| Brief |
Look below for the line with "Digitize the connectivity" and the line with "Build a routing". Copy exactly those two lines and every line between, but not the pictures.

| Material for this exercise |
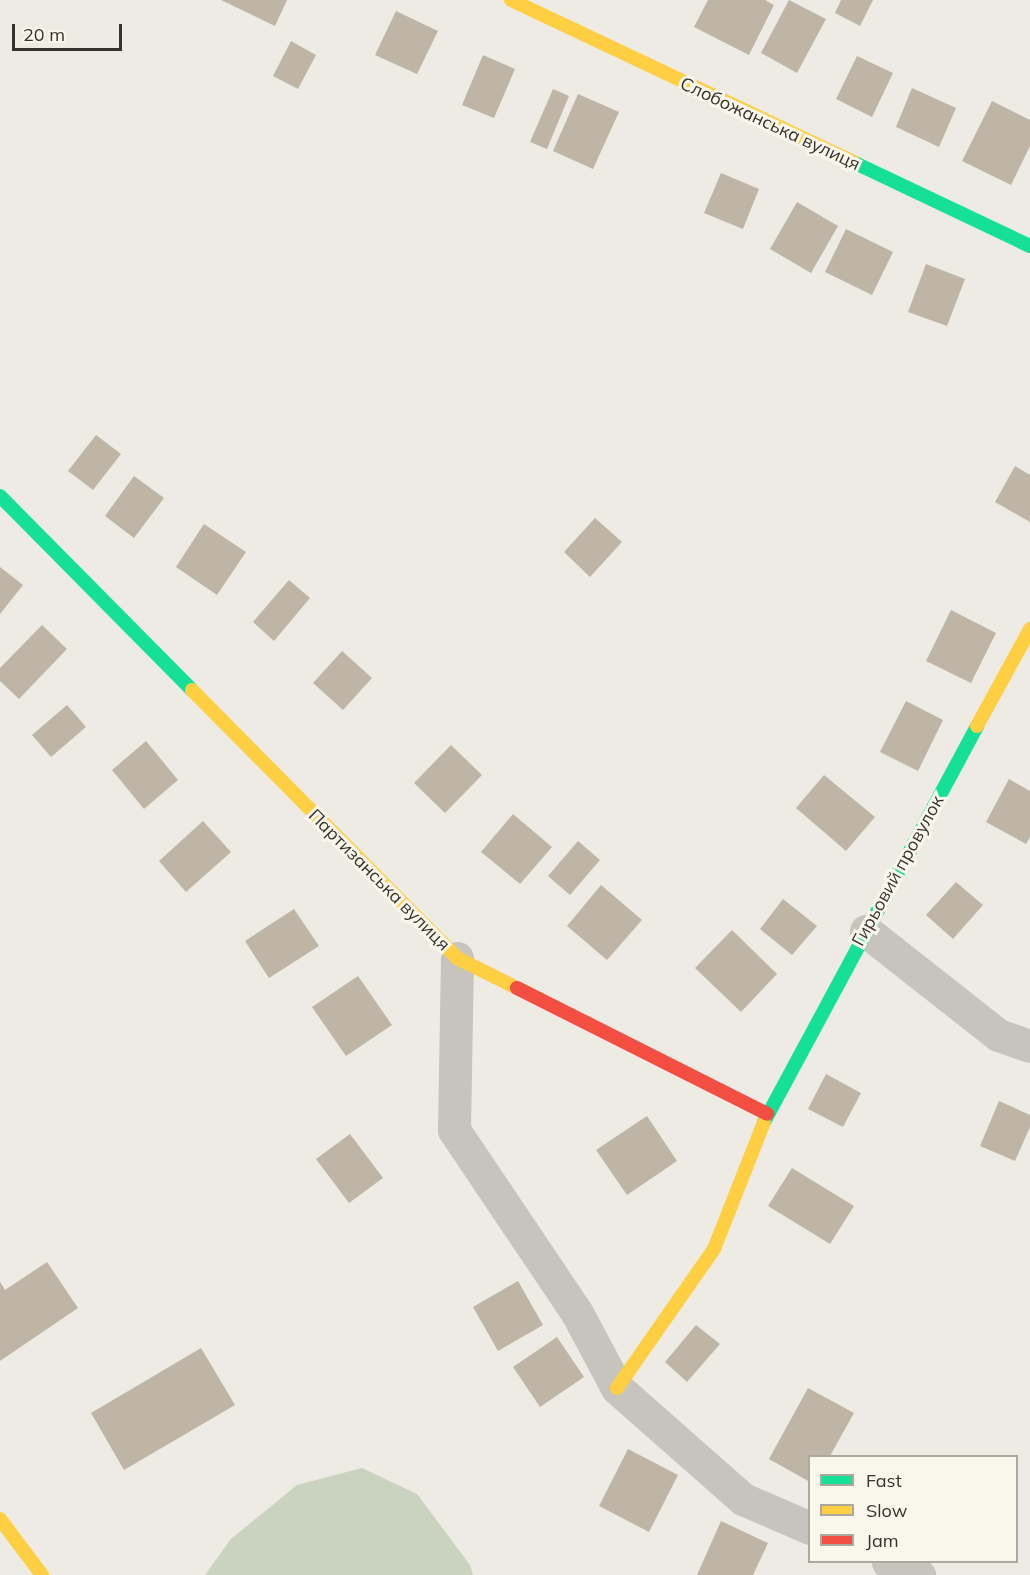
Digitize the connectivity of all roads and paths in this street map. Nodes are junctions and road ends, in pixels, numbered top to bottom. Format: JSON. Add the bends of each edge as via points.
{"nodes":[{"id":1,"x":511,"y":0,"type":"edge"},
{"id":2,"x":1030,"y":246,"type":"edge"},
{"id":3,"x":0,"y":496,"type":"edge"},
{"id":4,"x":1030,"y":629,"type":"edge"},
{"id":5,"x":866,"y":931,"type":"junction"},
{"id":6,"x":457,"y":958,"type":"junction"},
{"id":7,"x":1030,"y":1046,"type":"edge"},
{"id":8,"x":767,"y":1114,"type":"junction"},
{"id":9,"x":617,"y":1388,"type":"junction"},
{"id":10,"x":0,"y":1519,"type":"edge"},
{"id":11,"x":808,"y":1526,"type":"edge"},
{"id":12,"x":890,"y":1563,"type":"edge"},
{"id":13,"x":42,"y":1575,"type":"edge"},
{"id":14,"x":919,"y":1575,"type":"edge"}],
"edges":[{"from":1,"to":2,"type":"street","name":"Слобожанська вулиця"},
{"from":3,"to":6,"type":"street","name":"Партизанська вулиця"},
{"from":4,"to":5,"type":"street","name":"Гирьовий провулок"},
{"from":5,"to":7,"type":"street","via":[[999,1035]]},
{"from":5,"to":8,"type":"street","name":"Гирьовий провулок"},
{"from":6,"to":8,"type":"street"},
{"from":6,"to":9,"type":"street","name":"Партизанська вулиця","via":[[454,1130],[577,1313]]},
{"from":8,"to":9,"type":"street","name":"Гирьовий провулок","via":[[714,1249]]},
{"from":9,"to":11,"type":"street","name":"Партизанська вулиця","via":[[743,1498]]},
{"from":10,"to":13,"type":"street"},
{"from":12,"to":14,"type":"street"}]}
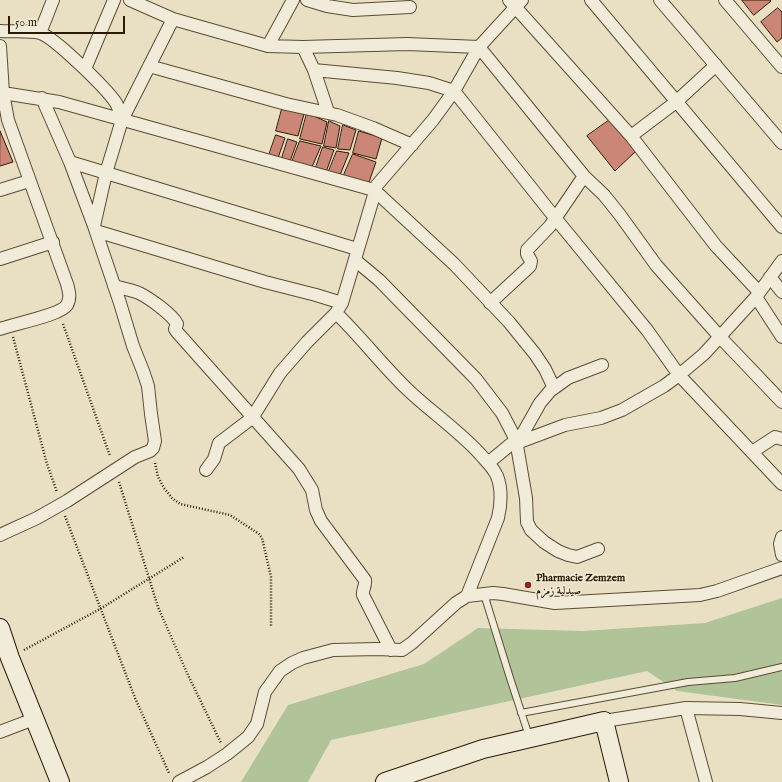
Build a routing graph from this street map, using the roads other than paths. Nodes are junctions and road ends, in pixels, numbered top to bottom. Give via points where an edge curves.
---
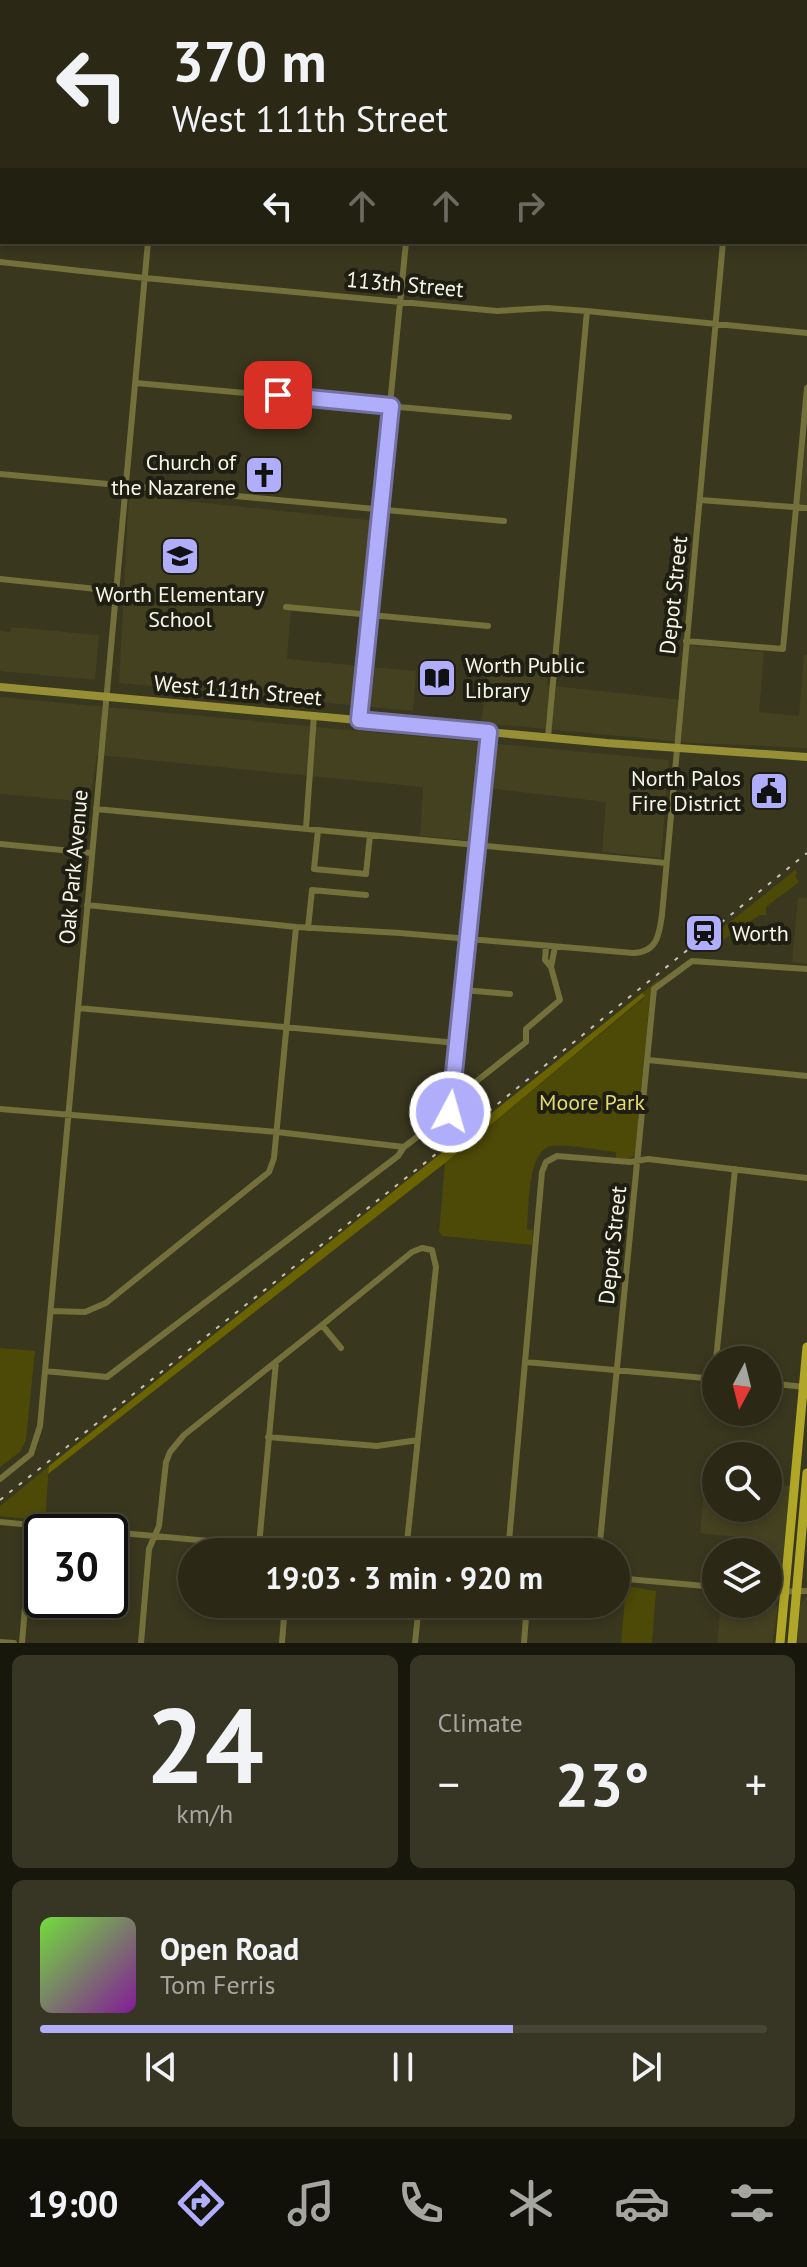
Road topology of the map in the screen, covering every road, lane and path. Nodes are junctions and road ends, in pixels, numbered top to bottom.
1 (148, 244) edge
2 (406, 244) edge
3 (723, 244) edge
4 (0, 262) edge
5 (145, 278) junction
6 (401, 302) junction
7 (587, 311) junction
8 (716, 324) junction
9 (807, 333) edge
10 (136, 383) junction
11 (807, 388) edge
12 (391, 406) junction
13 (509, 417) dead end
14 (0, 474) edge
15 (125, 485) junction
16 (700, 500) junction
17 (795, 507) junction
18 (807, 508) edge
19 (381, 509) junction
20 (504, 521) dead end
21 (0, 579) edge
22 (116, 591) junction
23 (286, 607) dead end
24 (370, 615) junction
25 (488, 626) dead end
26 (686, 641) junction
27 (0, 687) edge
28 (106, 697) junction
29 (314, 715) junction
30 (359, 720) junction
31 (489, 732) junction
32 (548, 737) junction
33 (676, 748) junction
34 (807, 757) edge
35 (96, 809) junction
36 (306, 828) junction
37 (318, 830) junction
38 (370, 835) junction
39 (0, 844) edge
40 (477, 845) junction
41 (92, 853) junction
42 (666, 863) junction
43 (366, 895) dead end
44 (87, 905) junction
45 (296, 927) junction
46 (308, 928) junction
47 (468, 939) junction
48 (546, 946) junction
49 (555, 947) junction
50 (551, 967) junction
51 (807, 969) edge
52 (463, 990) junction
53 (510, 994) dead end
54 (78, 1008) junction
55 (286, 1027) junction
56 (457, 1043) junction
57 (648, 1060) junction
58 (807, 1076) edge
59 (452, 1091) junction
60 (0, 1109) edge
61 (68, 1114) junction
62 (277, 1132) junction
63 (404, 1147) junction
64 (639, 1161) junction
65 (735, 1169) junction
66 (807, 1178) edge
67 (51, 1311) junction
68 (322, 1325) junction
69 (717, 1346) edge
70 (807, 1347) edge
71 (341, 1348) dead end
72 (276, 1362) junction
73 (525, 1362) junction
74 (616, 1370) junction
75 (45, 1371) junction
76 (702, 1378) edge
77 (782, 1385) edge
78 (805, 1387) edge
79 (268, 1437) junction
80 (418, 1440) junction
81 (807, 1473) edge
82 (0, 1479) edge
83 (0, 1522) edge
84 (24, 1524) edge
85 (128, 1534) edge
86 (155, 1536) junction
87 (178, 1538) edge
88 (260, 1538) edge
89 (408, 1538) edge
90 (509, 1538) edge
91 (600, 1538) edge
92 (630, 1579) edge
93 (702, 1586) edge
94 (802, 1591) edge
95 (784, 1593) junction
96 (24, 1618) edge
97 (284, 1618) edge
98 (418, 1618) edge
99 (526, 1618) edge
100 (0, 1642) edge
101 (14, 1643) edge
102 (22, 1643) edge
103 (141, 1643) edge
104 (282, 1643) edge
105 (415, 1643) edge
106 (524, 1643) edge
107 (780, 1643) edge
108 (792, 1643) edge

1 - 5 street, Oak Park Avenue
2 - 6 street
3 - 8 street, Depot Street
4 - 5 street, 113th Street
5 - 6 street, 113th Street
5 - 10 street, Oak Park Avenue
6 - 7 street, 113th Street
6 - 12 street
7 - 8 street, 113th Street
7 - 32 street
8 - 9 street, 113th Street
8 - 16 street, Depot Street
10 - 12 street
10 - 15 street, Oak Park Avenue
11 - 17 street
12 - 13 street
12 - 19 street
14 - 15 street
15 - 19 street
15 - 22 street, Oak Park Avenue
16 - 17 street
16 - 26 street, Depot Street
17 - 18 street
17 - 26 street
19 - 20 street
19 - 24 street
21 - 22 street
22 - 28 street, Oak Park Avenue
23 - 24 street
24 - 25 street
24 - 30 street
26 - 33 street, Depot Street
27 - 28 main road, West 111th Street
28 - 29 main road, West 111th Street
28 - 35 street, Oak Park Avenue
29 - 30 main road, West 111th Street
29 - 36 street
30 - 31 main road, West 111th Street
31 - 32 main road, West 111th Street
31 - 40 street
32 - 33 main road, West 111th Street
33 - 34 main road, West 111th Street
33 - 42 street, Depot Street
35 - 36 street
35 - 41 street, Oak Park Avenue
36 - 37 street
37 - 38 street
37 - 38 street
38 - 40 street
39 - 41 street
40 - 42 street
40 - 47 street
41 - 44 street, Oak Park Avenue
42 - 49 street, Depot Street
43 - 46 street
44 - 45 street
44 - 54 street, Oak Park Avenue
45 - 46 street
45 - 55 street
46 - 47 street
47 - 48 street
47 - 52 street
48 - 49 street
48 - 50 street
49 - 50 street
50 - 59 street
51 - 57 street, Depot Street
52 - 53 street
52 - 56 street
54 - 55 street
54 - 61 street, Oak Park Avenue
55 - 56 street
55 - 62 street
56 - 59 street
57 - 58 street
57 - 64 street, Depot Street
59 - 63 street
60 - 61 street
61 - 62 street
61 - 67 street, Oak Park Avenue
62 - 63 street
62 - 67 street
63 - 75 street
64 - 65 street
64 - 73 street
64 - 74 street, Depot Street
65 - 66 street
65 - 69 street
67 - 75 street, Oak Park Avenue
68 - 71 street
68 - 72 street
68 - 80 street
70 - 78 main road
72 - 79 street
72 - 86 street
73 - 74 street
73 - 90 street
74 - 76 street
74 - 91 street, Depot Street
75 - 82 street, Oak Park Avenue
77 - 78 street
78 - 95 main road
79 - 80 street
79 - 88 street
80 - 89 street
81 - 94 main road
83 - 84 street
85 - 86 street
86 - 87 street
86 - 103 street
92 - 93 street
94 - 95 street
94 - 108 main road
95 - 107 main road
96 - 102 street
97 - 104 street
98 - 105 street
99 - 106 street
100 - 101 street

| Output of the task |
Digitize the connectivity of all roads and paths in this street map. Nodes are junctions and road ends, in pixels, numbered top to bottom. Format: JSON. Add the bends of each edge as via points.
{"nodes":[{"id":1,"x":511,"y":0,"type":"edge"},
{"id":2,"x":1030,"y":246,"type":"edge"},
{"id":3,"x":0,"y":496,"type":"edge"},
{"id":4,"x":1030,"y":629,"type":"edge"},
{"id":5,"x":866,"y":931,"type":"junction"},
{"id":6,"x":457,"y":958,"type":"junction"},
{"id":7,"x":1030,"y":1046,"type":"edge"},
{"id":8,"x":767,"y":1114,"type":"junction"},
{"id":9,"x":617,"y":1388,"type":"junction"},
{"id":10,"x":0,"y":1519,"type":"edge"},
{"id":11,"x":808,"y":1526,"type":"edge"},
{"id":12,"x":890,"y":1563,"type":"edge"},
{"id":13,"x":42,"y":1575,"type":"edge"},
{"id":14,"x":919,"y":1575,"type":"edge"}],
"edges":[{"from":1,"to":2,"type":"street","name":"Слобожанська вулиця"},
{"from":3,"to":6,"type":"street","name":"Партизанська вулиця"},
{"from":4,"to":5,"type":"street","name":"Гирьовий провулок"},
{"from":5,"to":7,"type":"street","via":[[999,1035]]},
{"from":5,"to":8,"type":"street","name":"Гирьовий провулок"},
{"from":6,"to":8,"type":"street"},
{"from":6,"to":9,"type":"street","name":"Партизанська вулиця","via":[[454,1130],[577,1313]]},
{"from":8,"to":9,"type":"street","name":"Гирьовий провулок","via":[[714,1249]]},
{"from":9,"to":11,"type":"street","name":"Партизанська вулиця","via":[[743,1498]]},
{"from":10,"to":13,"type":"street"},
{"from":12,"to":14,"type":"street"}]}
Build a routing graph from this street map, using the roads other than paths. Nodes are junctions and road ends, in pixels, numbered top to bottom. Give via points where an edge curves.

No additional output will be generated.